2. スキルセット (Skills) 習得している言語、ツール、インフラ環境、資格などをレベル感(実務〇年、一人で構築可能、など)とともにリストアップする。表形式が見やすい。
3. 実績・プロジェクト (Works) 本題のセクション。前述した「抽象化・数値化した実績」や「ドキュメントのサンプル」を掲載する。各実績には【背景・課題】【自身の役割】【使用技術】【結果・効果】の4項目を必ず設ける。
4. 自主制作・学習記録 (Side Projects) GitHubのリンク、Qiita/Zennの記事一覧、個人的に作成したツールや環境構築の記録。学習意欲の高さをアピールする。
5. 仕事へのスタンス (Mindset) 業務に取り組む上で大切にしていること(例:「技術のための技術ではなく、ユーザーの課題解決を最優先にする」など)。社内SEや事務職には特に重視されるポイント。

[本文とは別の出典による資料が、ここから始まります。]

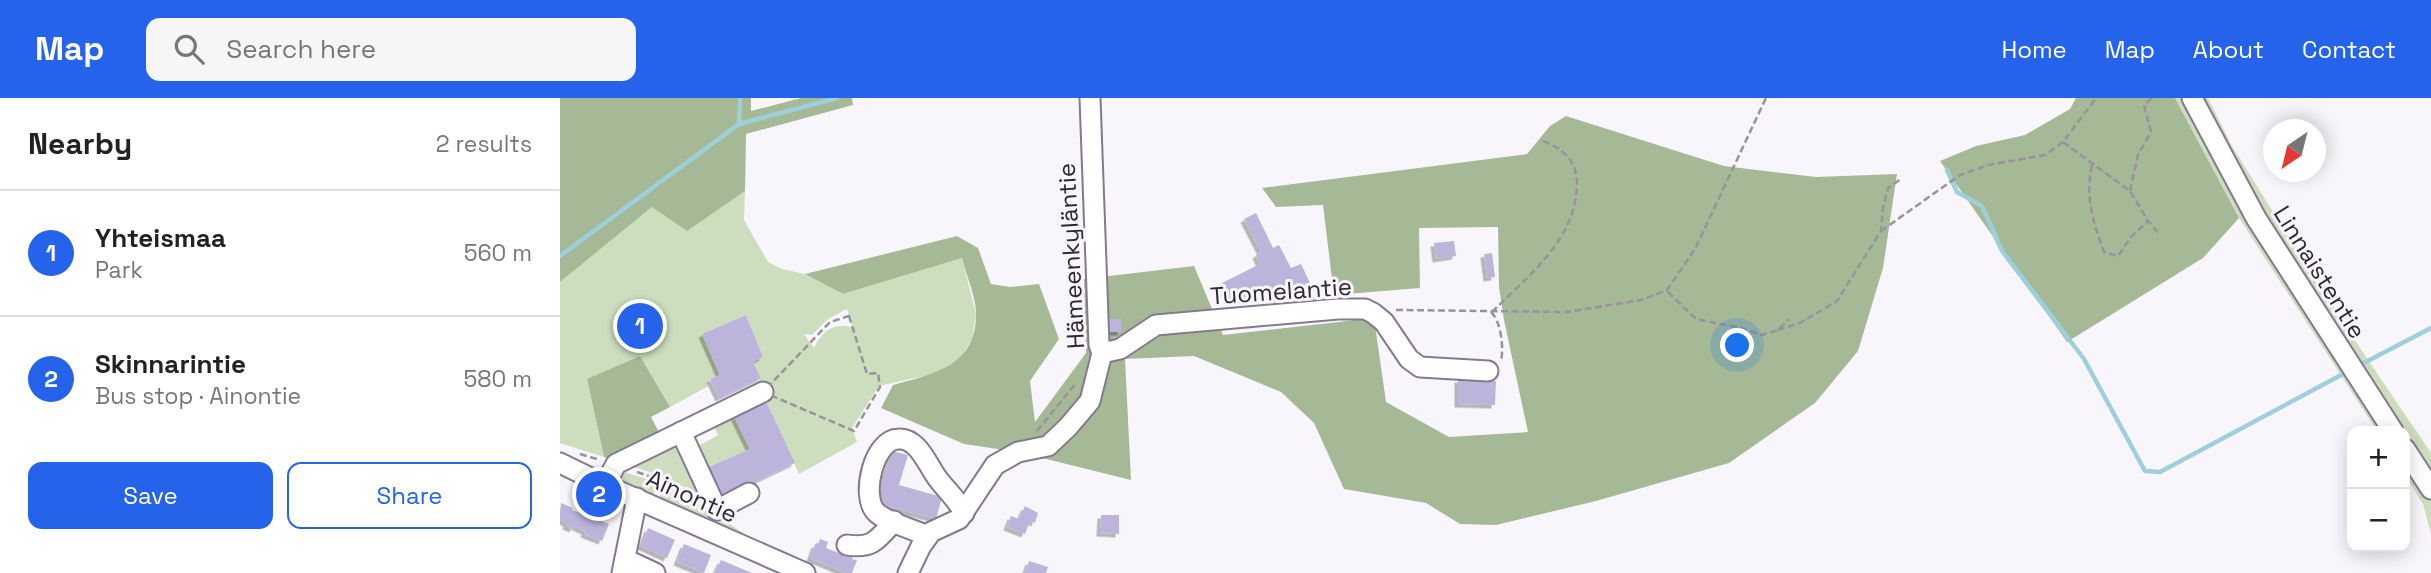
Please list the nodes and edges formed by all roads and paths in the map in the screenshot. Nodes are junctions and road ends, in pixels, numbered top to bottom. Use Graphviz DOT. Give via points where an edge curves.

絶対にやってはいけない!ポートフォリオ作成時の注意点(NGアクション)

最後に、ポートフォリオを作成する上で絶対に避けるべきNGアクションを3つ挙げます。これらを犯すと、評価が下がるどころか、即不採用になる可能性があります。

1. 機密情報の漏洩(コンプライアンス違反)

再三お伝えしていますが、これが最も危険です。本物のネットワーク図、顧客リスト、ソースコードの丸写しなどを掲載した場合、「この人を採用したら、自社の情報も外部に漏らされる」と判断され、即アウトとなります。マスキングや抽象化が甘くないか、公開前に第三者の目線で厳しくチェックしてください。

2. 専門用語ばかりで「非エンジニア」に伝わらない表現

転職活動における最初の読者は、現場のエンジニアではなく、人事担当者やエージェントであるケースが多々あります。高度な技術用語を羅列するだけでなく、「要するに会社にどんな利益(コスト削減・売上向上)をもたらしたのか」を、IT知識がない人でも理解できる言葉で併記する配慮が必要です。

3. チームの成果を「100%個人の成果」として偽る

社内プロジェクトの多くはチーム単位で動きます。自分が一部しか担当していない業務を、すべて自分がやったかのように記載するのは経歴詐称に繋がります。「要件定義から携わったのか」「運用保守のみを担当したのか」など、プロジェクト内での『自分の具体的な役割(ロール)』を誠実に記載しましょう。

まとめ:あなたの「当たり前の業務」は、他社にとっての「喉から手が出る実績」

社内SEや事務職の方々が日々行っている「見えないエラーとの戦い」「地道なマニュアル作成」「ツールの導入による数十分の業務削減」――これらは決して「実績ゼロ」などではありません。

社内の人間にとっては当たり前になってしまっている業務であっても、外部の企業から見れば「自社のカオスな状況を整理してくれる、喉から手が出るほど欲しい人材」として映ります。

ポートフォリオとは、そうしたあなたの地道な努力と問題解決のプロセスに光を当て、魅力的なパッケージとして採用担当者に届けるための翻訳ツールです。
まずは、過去の業務を振り返り、「どんな小さな課題を、どうやって解決したか」を一つ書き出すことから始めてみてください。機密情報に配慮しながら適切に抽象化し、図解やサンプル資料を添えれば、必ずあなただけの強力なポートフォリオが完成します。あなたの転職活動が、納得のいく素晴らしい結果に繋がることを応援しています。